Ancora una domanda su un’altra opera recente, Pazar. Da che cosa nasce?

Volevo fare qualcosa su un mercato di frutta e verdura. Quando sono stato in Medio Oriente per Human Flow sui migranti, i posti dove mi piaceva andare erano i mercatini di cose antiche o quelli di frutta e verdura. Volevo vedere cosa mangiava la gente. Naturalmen­te, questo pezzo particolar­e viene da un mercato cinese. Solo nei mercati cinesi si trovano i frutti delle ninfee. Sono una sorta di simbolo buddhista, bellissimi e quasi sacri. Poi ho deciso di fare un mercato turco, così abbiamo iniziato a cercare tradizioni e a ricreare verdure raccolte da luoghi diversi. Le ho fuse e dipinte e saranno in mostra con il nome di Pazar. Ci saranno centinaia di oggetti su un tavolo, come frutti veri.

Abbiamo parlato spesso dei tuoi progetti non realizzati. Qui abbiamo parlato molto di ceramica. Hai dei progetti non realizzati con la ceramica?

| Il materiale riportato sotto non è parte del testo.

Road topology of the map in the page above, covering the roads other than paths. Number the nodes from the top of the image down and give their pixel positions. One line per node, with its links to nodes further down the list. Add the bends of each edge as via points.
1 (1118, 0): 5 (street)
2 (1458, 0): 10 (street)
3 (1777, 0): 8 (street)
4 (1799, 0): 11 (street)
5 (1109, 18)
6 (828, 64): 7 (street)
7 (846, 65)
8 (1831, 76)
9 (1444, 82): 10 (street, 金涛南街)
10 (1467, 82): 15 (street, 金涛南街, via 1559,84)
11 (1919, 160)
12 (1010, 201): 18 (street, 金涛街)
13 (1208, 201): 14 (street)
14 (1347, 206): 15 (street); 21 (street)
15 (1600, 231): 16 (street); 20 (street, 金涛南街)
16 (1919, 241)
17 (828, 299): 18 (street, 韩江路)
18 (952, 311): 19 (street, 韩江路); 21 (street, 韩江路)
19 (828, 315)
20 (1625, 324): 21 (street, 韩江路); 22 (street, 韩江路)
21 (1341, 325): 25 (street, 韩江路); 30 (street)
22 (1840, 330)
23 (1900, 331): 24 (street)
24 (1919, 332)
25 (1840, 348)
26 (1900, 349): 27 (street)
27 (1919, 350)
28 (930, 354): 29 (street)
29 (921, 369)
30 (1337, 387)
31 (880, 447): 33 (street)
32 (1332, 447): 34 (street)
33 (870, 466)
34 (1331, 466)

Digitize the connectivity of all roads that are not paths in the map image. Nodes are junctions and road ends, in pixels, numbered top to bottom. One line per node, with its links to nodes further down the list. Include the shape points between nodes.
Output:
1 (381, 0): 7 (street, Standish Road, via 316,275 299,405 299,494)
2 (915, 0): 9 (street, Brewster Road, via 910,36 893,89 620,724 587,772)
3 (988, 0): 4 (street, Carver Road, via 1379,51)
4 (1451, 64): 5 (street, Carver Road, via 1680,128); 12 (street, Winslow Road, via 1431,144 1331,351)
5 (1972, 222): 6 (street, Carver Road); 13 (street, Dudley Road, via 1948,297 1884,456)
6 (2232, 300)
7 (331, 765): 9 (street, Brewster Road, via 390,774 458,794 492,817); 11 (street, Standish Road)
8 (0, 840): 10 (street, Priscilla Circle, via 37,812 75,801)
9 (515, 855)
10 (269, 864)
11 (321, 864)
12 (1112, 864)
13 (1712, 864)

Sono affascinat­o dalla ceramica almeno dagli anni Settanta. E sono un collezioni­sta di ceramiche. La mostra in Turchia vuole essere una sorta di conclusion­e del mio sforzo di avvicinarm­i a questa vecchia arte, ma naturalmen­te avrò sempre voglia di creare nuove opere. Sto già lavorando a nuovi pezzi.